Conlee, who worked for seven years at a primate breeding facility before joining HSUS, said she does not believe workers at TBRI have the expertise or understanding of primate “social dynamics” to be handling baboons or other animals kept at the facility. 

“The worst thing you can do for a primate is to deprive him or her of a social companion,” Conlee said. “You want them to behave well socially but you also have to understand the social dynamics first.”

The animal research issues expert also said the recent spotlight on the biomedical research center should raise questions around why the U.S. is still funding research that uses animal testing, arguing that studies are not only inhumane, but that they are also costly and no longer necessary due to technological advancements.

“They get a lot of money from the federal government to maintain these animals and it’s time to look closely at the money that’s going in and what’s coming out,” Conlee said, adding, “It’s very expensive to keep these animals.” 

TBRI has said “baboons, as with all our animals, are critical to biomedical research,” asserting that “baboons, in particular have played an important role in the discovery of life-saving drugs, therapies and vaccines and have led to a greater understanding of chronic diseases like heart disease, diabetes, obesity [and] osteoporosis.” 

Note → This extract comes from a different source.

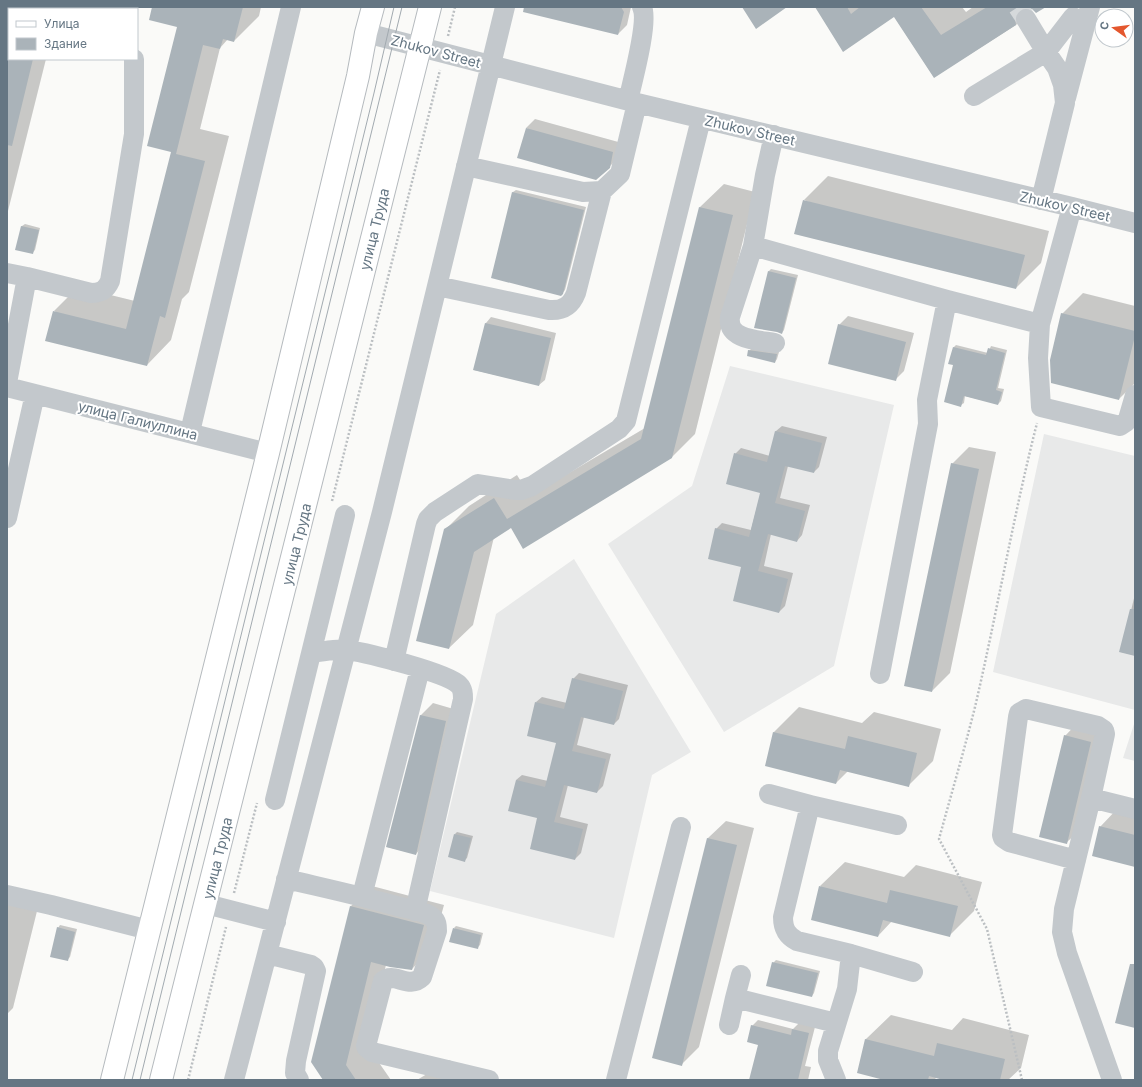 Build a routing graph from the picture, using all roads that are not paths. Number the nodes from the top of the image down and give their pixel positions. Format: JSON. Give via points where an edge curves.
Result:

However, Conlee insisted that alternatives such as “organs-on-chips” technology—which involves growing human cells in a system that mimics the structure and function of human organ systems for testing, 3D printing and epidemiological studies—now offer more humane possibilities for conducting biomedical research without having to keep animals in captivity or cause them harm.

In November 2015, the U.S. National Institute of Health (NIH) announced it would no longer support biomedical and invasive research on chimpanzees and said all “NIH-owned” chimpanzees would be “eligible for retirement and relocation” to a sanctuary.

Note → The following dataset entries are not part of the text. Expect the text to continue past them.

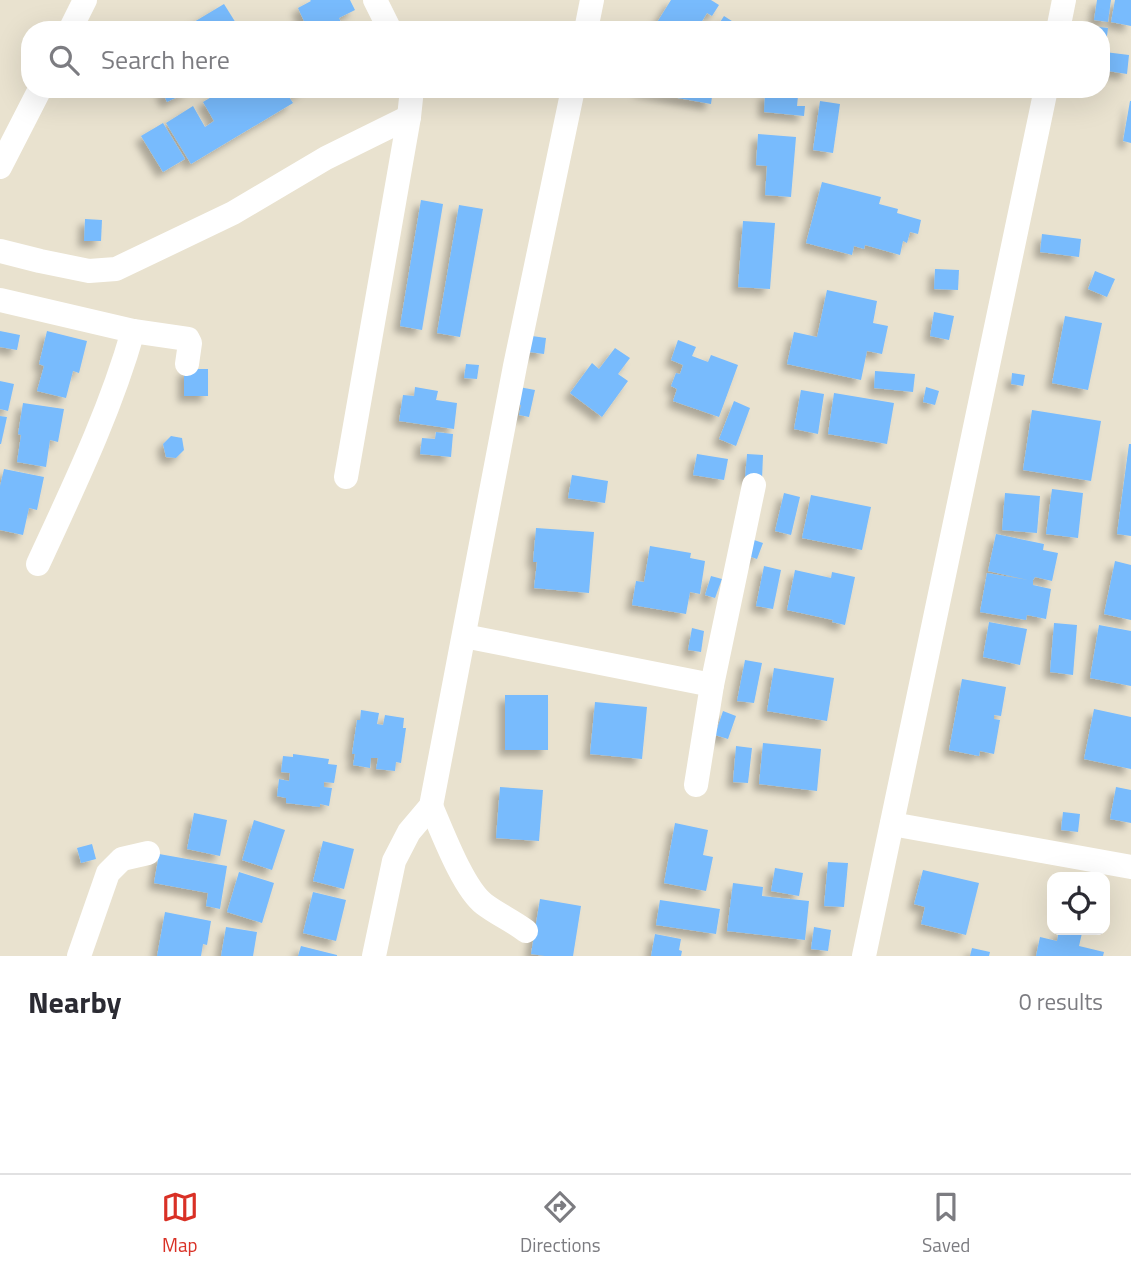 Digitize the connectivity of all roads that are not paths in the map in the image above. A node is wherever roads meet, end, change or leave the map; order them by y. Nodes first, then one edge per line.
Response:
1 (85, 0) edge
2 (375, 0) edge
3 (592, 0) edge
4 (1064, 0) edge
5 (74, 21) edge
6 (386, 21) edge
7 (588, 21) edge
8 (1060, 21) edge
9 (35, 98) edge
10 (411, 98) edge
11 (571, 98) edge
12 (1044, 98) edge
13 (409, 117) junction
14 (0, 167) edge
15 (0, 239) edge
16 (0, 251) edge
17 (116, 269) junction
18 (0, 300) edge
19 (133, 331) junction
20 (187, 364) dead end
21 (346, 477) dead end
22 (754, 485) dead end
23 (38, 564) dead end
24 (464, 636) junction
25 (712, 685) junction
26 (696, 785) dead end
27 (431, 806) junction
28 (892, 824) junction
29 (148, 853) dead end
30 (1131, 867) edge
31 (526, 931) dead end
32 (79, 956) edge
33 (374, 956) edge
34 (864, 956) edge

1 - 5 street
2 - 6 street
3 - 7 street
4 - 8 street
9 - 14 street
10 - 13 street
11 - 24 street
12 - 28 street
13 - 17 street
13 - 21 street
15 - 17 street
16 - 17 street
18 - 19 street
19 - 20 street
19 - 23 street
22 - 25 street
24 - 25 street
24 - 27 street
25 - 26 street
27 - 31 street
27 - 33 street
28 - 30 street
28 - 34 street
29 - 32 street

Conlee said it is time for the U.S. and other countries to consider a similar ban on research using primates and other animals. 

“At the end of the day there are many problems with using these animals, so why do we continue to invest in something that’s not going to get any better and will continue to be problematic?” Conlee questioned.

“Our job is to help move towards not using animals and primate for biomedical research and replacing them with alternatives that are better for human health and more cost-effective,” she added.

A spokesperson for the Texas Biomedical Research Institute said they could not immediately respond to a request for comment, but said the USDA does perform annual inspections of its facility and pointed to a report on the agency’s latest investigation this month, during which it said the USDA “complimented” the institute’s animal are team “on the level of technical knowledge and passion for animal care.”

The report added that the “Texas Biomedical Research Institute has a long-standing commitment to treating its animals humanely and with the highest regard for their well-being.”